Сейчас, когда я заканчиваю писать о нем, о Косте Полундре, я думаю: наверное, начальник разведки полка должен был использовать его иначе — не посылать на рядовую работу вместе со всеми, а подобрать ему такого же напарника и давать им только чрезвычайные задания. И еще я думаю: сколько порой и сейчас талантливых людей не на своем месте, сколько из них сами этого понять не могут. А помочь им вовремя не всегда есть кому. Ведь для этого тоже требуется особый талант.

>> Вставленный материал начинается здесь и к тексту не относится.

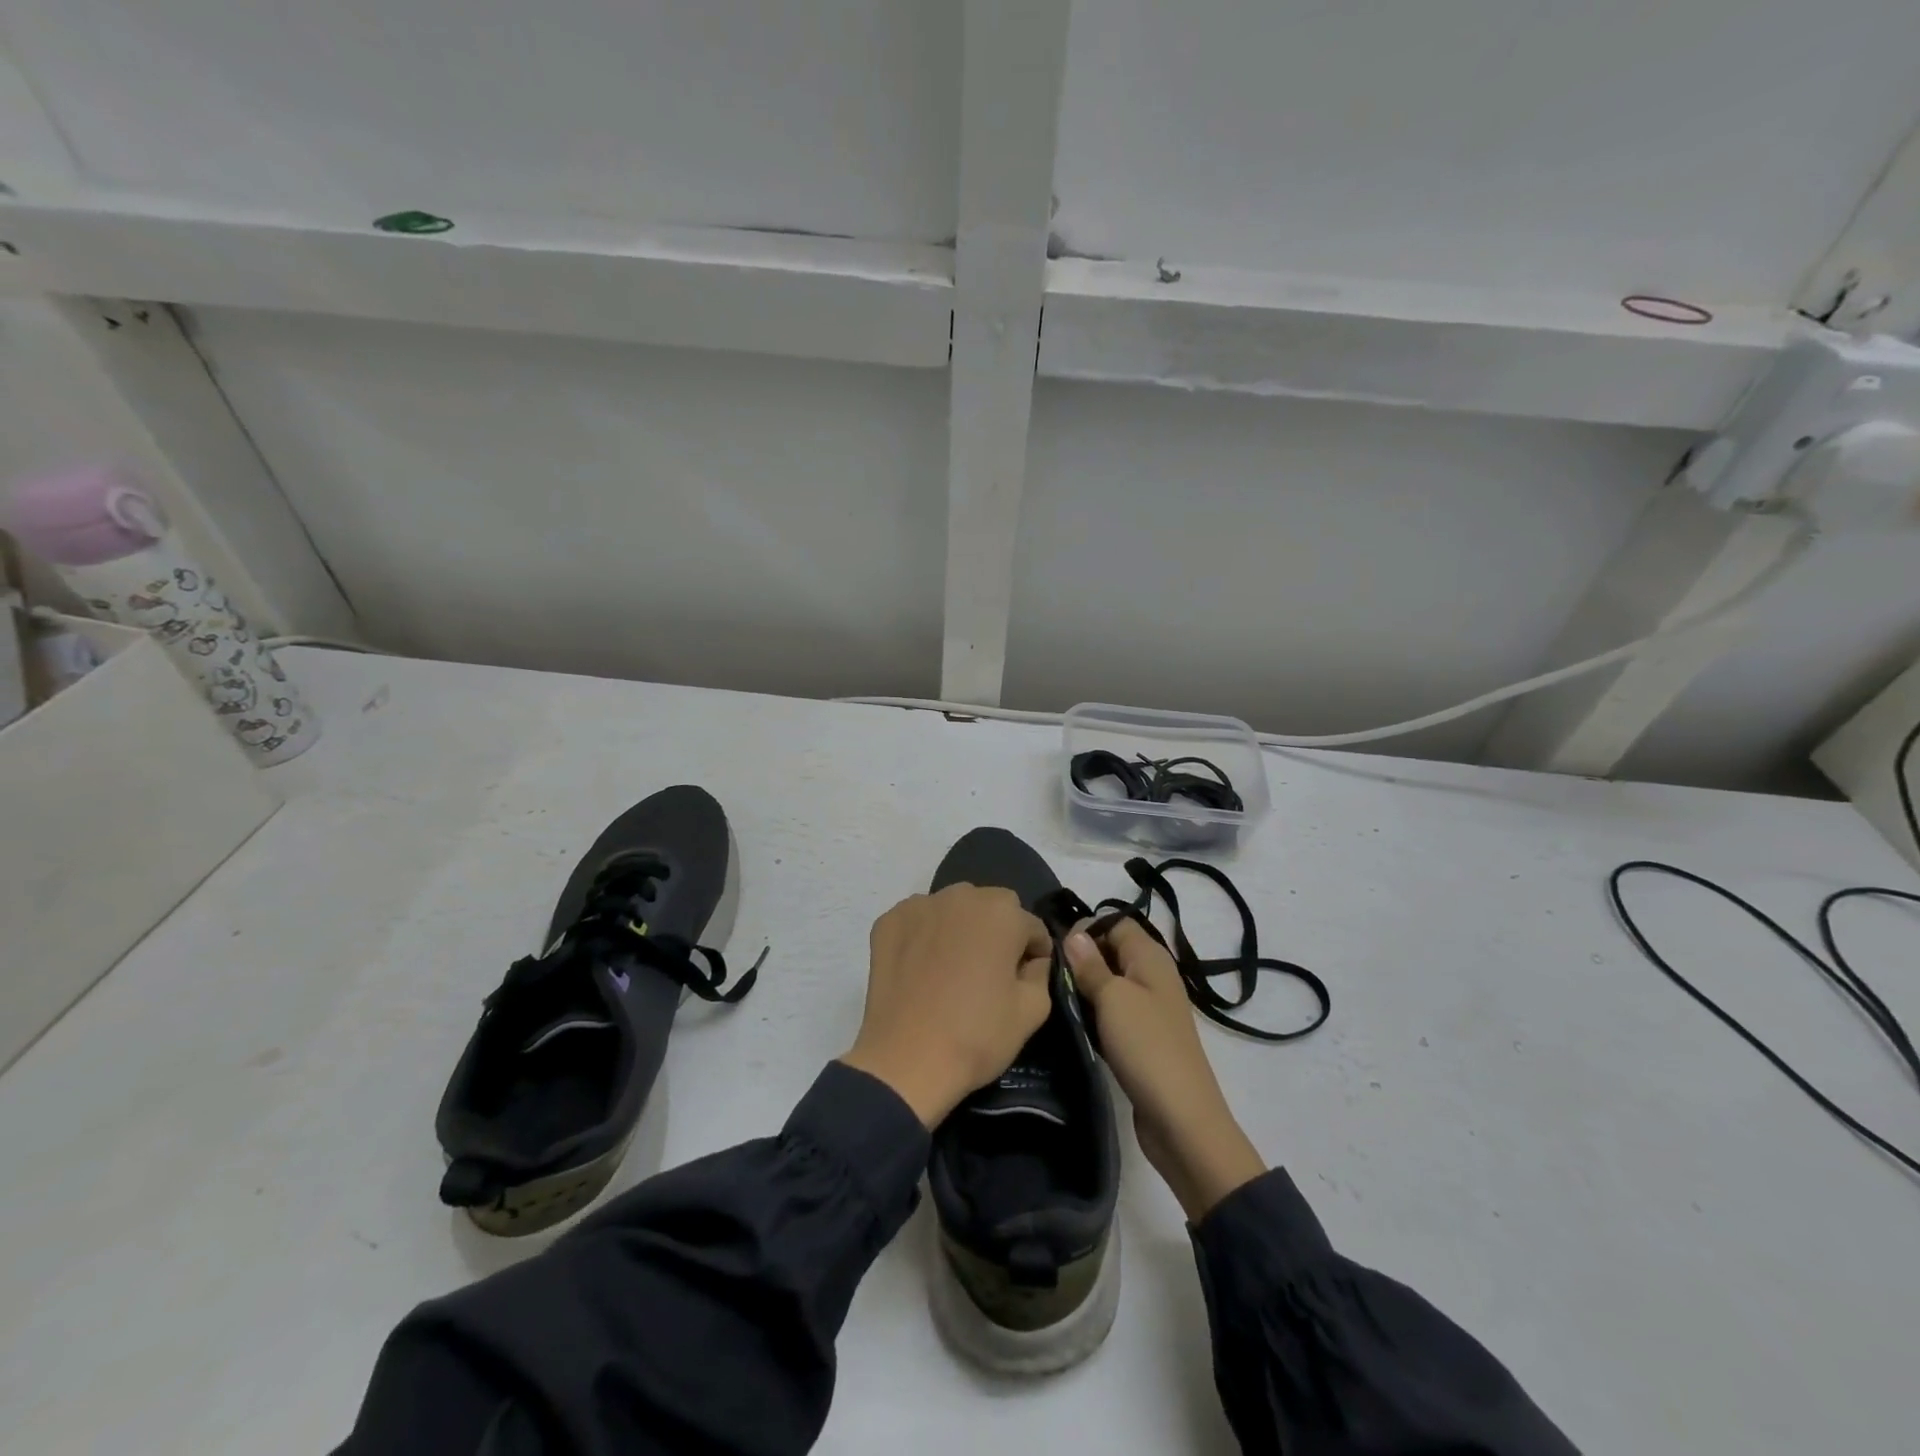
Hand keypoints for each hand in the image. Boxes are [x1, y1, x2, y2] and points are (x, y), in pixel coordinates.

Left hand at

Глава шестнадцатая. Он не успел совершить подвига
Тот, о ком я хочу рассказать, не закрывал грудью амбразуру, не выходил один на один в открытом бою с танком, не пробирался в немецкие штабы, не добывал из вражеских сейфов стратегических планов. Он просто воевал, как воевали миллионы. И останься жив, он и сегодня не требовал бы к себе особого внимания, как не требовал его на фронте. Разве только в старости прикреплял бы 9 Мая к выходному костюму пурпурную звездочку и три-четыре медали.
Но его нет в живых.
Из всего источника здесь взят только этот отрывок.